Da ist Gabriel Matthew Schivone. Er nennt sich selbst einen Chicano-Jüdischen Amerikaner aus Tucson” und ist Mitglied der “Jüdischen Stimme für Frieden an der Universität zu Arizona”. Auch er verbringt seine Studiumszeit gerne mit der Unterstützung kriegerischer Aktionen gegen Israel durch die Brechung von Blockaden durch terroristische Organisationen. Er hat wiederholt erklärt, dass er gerade als Jude jede Verbundenheit mit Israel ablehnt. Das Problem ist nur: Er ist kein Jude.

Da ist Max Schulz, der als Jude in Israel lebte, allerdings nur, um dort einer Verfolgung in Deutschland zu entgehen. Er war nämlich SS-Massenmörder und Aufseher eines Konzentrationslagers. Okay, Max Schulz ist eine fiktive Person und entstammt dem Werk “Der Nazi & der Friseur” des deutsch-jüdischen Schriftstellers Edgar Hilsenrath, aber er passt einfach zu gut in diese Reihe, da all diese Menschen gerne von Gott auserwählt worden wären. Aber Gott hatte andere Vorlieben.
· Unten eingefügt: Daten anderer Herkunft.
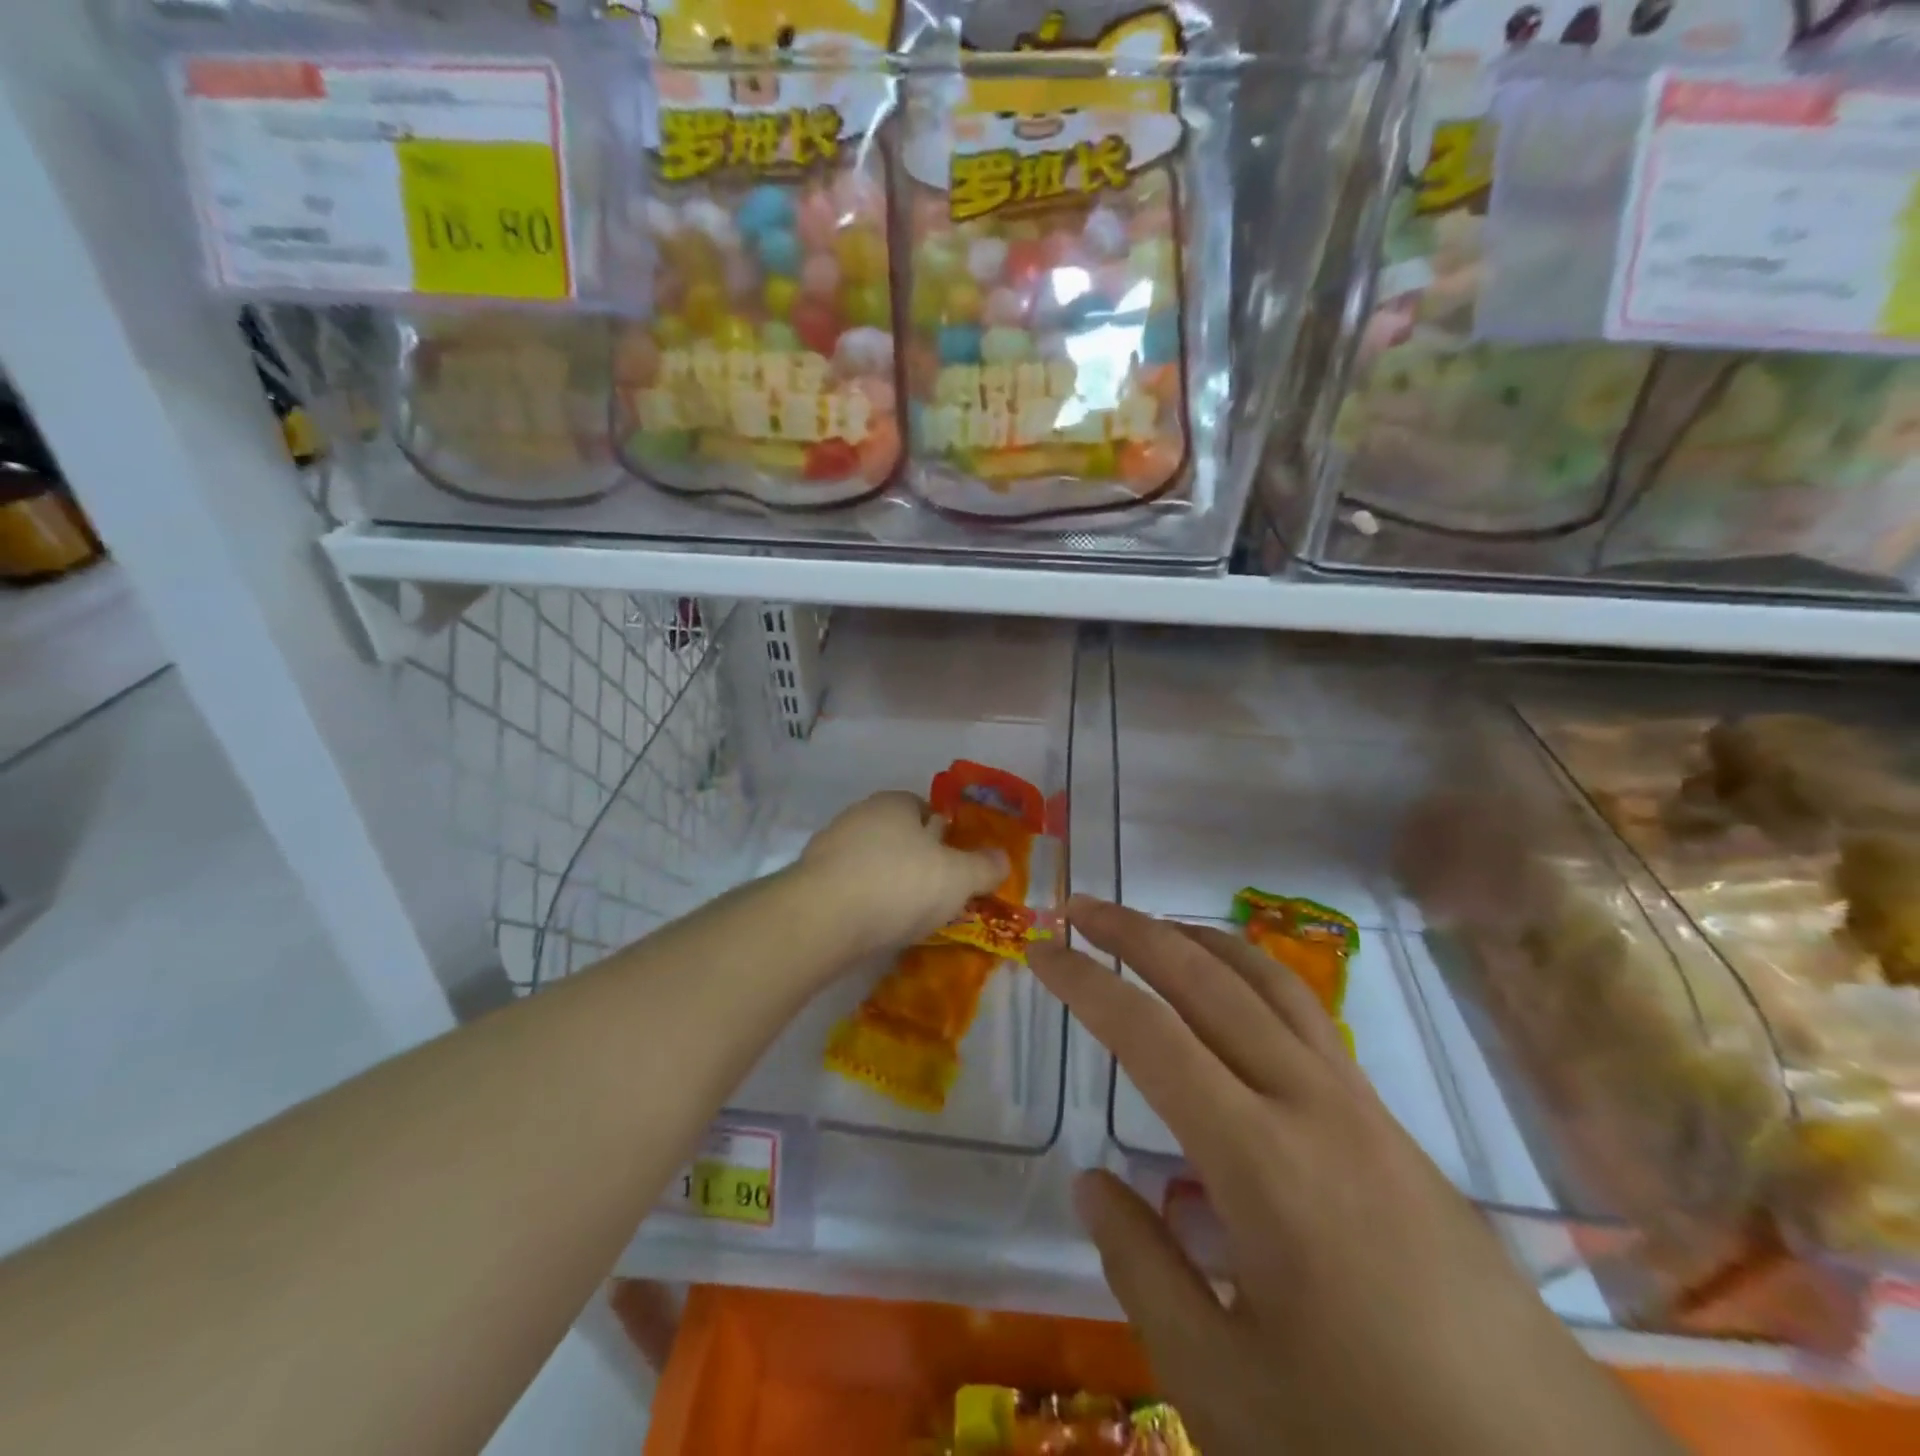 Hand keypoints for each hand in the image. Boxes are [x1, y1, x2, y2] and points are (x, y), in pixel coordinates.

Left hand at [795, 791, 1008, 959]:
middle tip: (934, 892)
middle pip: (896, 835)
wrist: (822, 918)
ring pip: (870, 861)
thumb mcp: (958, 877)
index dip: (942, 833)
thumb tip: (1003, 859)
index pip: (923, 808)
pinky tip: (872, 926)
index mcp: (894, 804)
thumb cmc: (899, 884)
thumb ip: (984, 867)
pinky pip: (847, 887)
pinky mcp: (809, 880)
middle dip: (914, 859)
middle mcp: (859, 816)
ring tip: (905, 916)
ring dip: (886, 882)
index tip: (954, 863)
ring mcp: (828, 847)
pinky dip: (862, 902)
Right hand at [1030, 898, 1682, 1455]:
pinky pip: (1307, 1019)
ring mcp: (1361, 1107)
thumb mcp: (1224, 1391)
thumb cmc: (1374, 1448)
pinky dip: (1250, 981)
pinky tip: (1230, 1009)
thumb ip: (1143, 1269)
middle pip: (1210, 979)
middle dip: (1135, 931)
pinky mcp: (1392, 1128)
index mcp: (1261, 1161)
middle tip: (1079, 907)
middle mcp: (1312, 1104)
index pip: (1150, 1035)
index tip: (1039, 950)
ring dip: (1200, 940)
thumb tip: (1094, 1181)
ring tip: (1150, 928)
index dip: (1086, 982)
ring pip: (1270, 982) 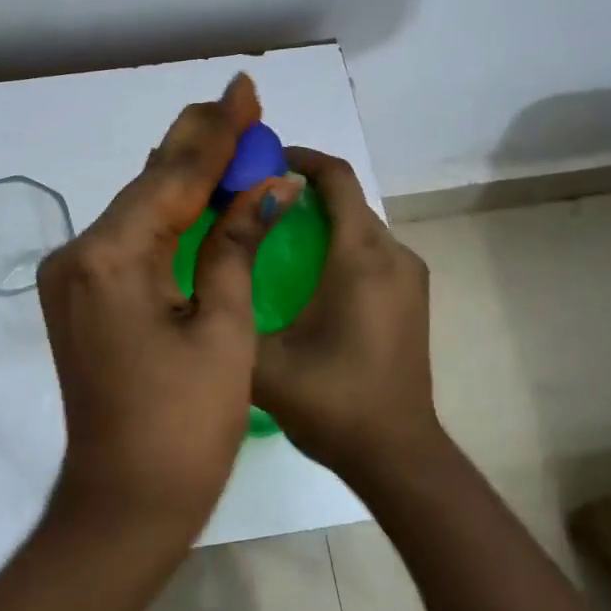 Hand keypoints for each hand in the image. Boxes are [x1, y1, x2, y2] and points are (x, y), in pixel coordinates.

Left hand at [37, 74, 301, 539]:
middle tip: (239, 104)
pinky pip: (128, 241)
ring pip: (137, 211)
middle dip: (198, 146)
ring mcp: (73, 278)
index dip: (216, 133)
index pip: (172, 178)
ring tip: (227, 136)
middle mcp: (78, 256)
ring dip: (183, 179)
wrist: (124, 503)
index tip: (244, 88)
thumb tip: (271, 187)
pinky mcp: (80, 298)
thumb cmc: (185, 426)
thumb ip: (236, 245)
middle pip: (148, 186)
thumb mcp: (223, 328)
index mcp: (109, 258)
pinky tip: (196, 193)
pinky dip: (166, 217)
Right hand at [251, 148, 447, 492]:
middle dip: (302, 189)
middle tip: (251, 201)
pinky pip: (371, 250)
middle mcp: (393, 255)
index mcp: (361, 259)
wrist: (396, 453)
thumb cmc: (332, 402)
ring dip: (320, 219)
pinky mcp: (411, 297)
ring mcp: (409, 276)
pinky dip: (338, 244)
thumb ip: (229, 310)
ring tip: (270, 234)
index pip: (337, 179)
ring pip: (360, 225)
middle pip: (348, 200)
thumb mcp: (263, 360)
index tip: (261, 159)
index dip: (300, 157)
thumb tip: (199, 271)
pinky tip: (303, 273)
Für Gott gehört der ungarische Politiker Csanad Szegedi zum Auserwählten Volk. Basta! Szegedi ist Mitglied der rechtsextremen Partei Jobbik und sitzt für diese Partei seit 2010 im EU-Parlament. Für ihn ist das jüdische Volk für die Zerstückelung Ungarns im Schandvertrag von Trianon verantwortlich. Jetzt ist allerdings herausgekommen, dass er eine jüdische Mutter hat und da laut jüdischer Lehre das Judentum über die Mutter vererbt wird, ist er laut jüdischem Gesetz Vollblutjude. Seine Großmutter ist sogar Auschwitz-Überlebende. Wäre es also nach den Nazis gegangen, dürfte es diesen Politiker gar nicht geben, aber Gott hatte andere Pläne.

Wie heißt es doch so schön: Wie bringt man Gott zum Lachen? Erzähl ihm Deine Pläne!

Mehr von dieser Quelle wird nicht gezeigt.